In healthcare and nursing specifically, there are things called “never events” that you learn about in school. Medical errors are one of these events. McMahon said that “Historically, this idea of criminal charges for unintentional error is pretty much unheard of.” She worries about the impact this will have on an already stressed field, and a nurse’s willingness to report errors.
As a nurse, we are constantly drilled with the idea that we are the patients last line of defense. In my time in healthcare, whether it be through clinicals or working as a technician in hospitals, I’ve seen providers order drugs to the wrong patients, prescribe things that patients are allergic to, and order the wrong dosage.
I won’t go as far as to say that it happens everyday, or even close to that, but it does happen and it is a reality in healthcare. In these situations, it’s the nurses who catch the error and advocate for the patient.
But, these nurses are human. And many nurses across the country are working in situations unlike any that we’ve ever seen. Celebrity nurse, Nurse Blake Lynch, is current in the middle of a petition for safe staffing ratios to protect both nurses and patients.
But, these never events exist for one overarching reason: patient safety. Patient safety is and has been the ultimate goal in healthcare and in nursing especially.
In the past, honest mistakes by healthcare professionals have often resulted in focused financial penalization against the hospital itself– as it was likely the result of a system error. Far less rare has been legal action against individual nurses beyond the extent of losing a license.
Now that this precedent has been set, it will be hard to get away from. I believe this will result in nurses who are more afraid to advocate for patient safety if it incriminates themselves. Vaught followed all the proper channels after realizing her error and accepted all the consequences– something she would have probably been less likely to do if she had known jail time may be a consequence.
It’s been shown that punitive measures increase the cover up of medical errors, rather than actually protecting the patient as intended. In studies, nurses report feeling stressed out rather than on alert or more watchful. Nurses and other medical professionals are educated and trained individuals – and many medication errors are a result of bad systems in place. Not necessarily bad people.
I’ve been working in hospitals since before the pandemic, and everything changed when COVID-19 hit.

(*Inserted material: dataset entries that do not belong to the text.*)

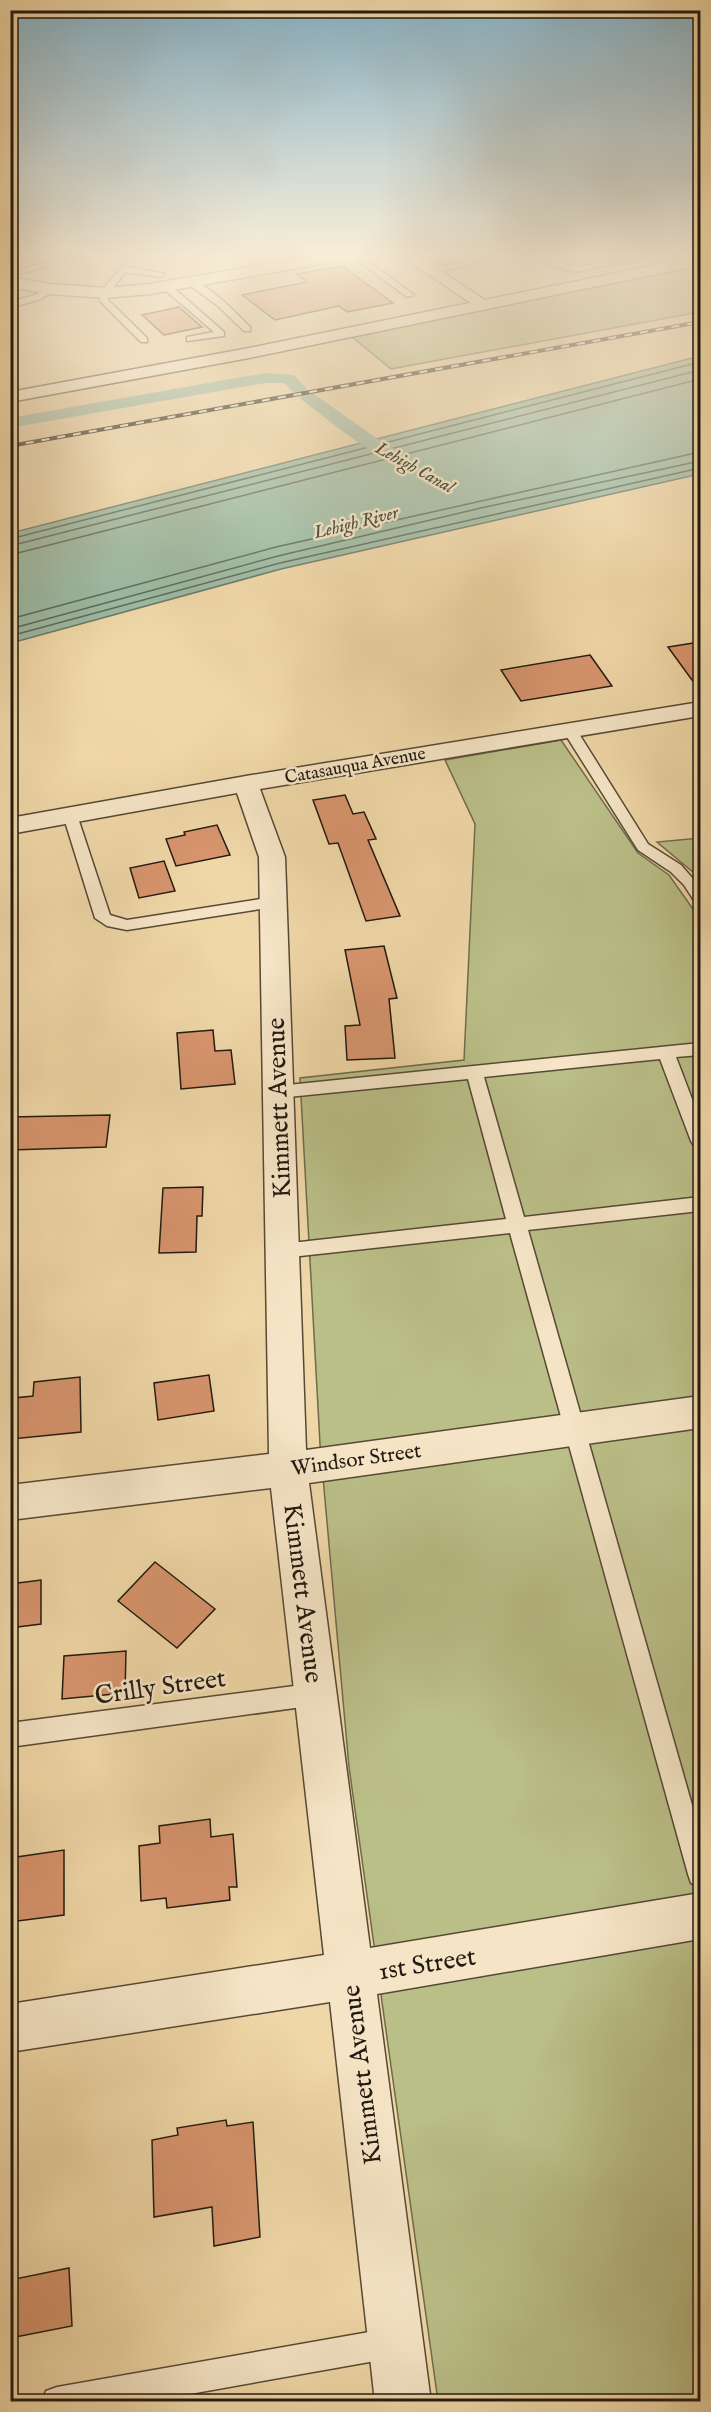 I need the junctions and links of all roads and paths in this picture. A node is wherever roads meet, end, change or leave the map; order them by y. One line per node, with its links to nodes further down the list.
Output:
1 (164, 369): 2 (street)
2 (10, 397)
3 (700, 709): 4 (street, Catasauqua Avenue)
4 (569, 729): 5 (street, Catasauqua Avenue); 8 (lane)
5 (246, 784): 6 (street, Catasauqua Avenue); 9 (street, Kimmett Avenue)
6 (70, 815): 7 (street, Catasauqua Avenue); 9 (lane)
7 (10, 826)
8 (700, 899)
9 (273, 902): 13 (street, Kimmett Avenue)
10 (700, 1049): 11 (lane)
11 (666, 1052): 12 (lane); 14 (lane)
12 (474, 1072): 13 (lane); 16 (lane)
13 (278, 1092): 17 (street, Kimmett Avenue)
14 (700, 1142)
15 (700, 1203): 16 (lane)
16 (517, 1224): 17 (lane); 19 (lane)
17 (282, 1251): 20 (street, Kimmett Avenue)
18 (700, 1412): 19 (street, Windsor Street)
19 (575, 1429): 20 (street, Windsor Street); 24 (lane)
20 (288, 1469): 21 (street, Windsor Street); 22 (street, Kimmett Avenue)
21 (10, 1503)
22 (317, 1694): 23 (lane, Crilly Street); 26 (street, Kimmett Avenue)
23 (10, 1735)
24 (700, 1874)
25 (700, 1916): 26 (street, 1st Street)
26 (349, 1976): 27 (street, 1st Street); 28 (street, Kimmett Avenue)
27 (10, 2028)
28 (394, 2343): 29 (lane); 30 (street, Kimmett Avenue)
29 (57, 2402)
30 (403, 2402)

With overworked and underappreciated staff, various vaccine mandates, sick staff, and the ever growing nursing shortage – things haven’t exactly been on the upward swing.
It seems the situation has never been more dire, and after the Vaught case, the stakes have never been higher. The field of nursing is always stretched incredibly thin – and I worry that this will be enough to rip the very fabric of the profession.
We worked through the pandemic, hospitals tried to cap our salaries, and now the judicial system wants to send us to jail for medical errors. If some nurses decide the reward of nursing is no longer worth the risk, it will send the healthcare system into further decline.
There is already a nursing shortage — and especially a bedside nursing shortage as many have found that working through the pandemic was too much – from unplanned retirements and leaving direct patient care.
So yes, Vaught deserved punishment to a degree. But so does the healthcare system at large, and finding Vaught guilty in the court of law is toing a dangerous line.
The key to fixing medical errors is likely not in punitive punishment, but rather reform and education. Having no nurses will lead to the same problem as having bad nurses.
McMahon urges all nurses to have their own malpractice insurance, know their scope of practice, not assume the organizations they work in will protect them, and to constantly be cautious and work to protect oneself. According to McMahon, the Wegmans School of Nursing promotes evidence-based practice heavily in order to help protect their students and future nurses; “Following “the science,” so to speak, is a way to justify your actions and protect your practice/ nursing license.”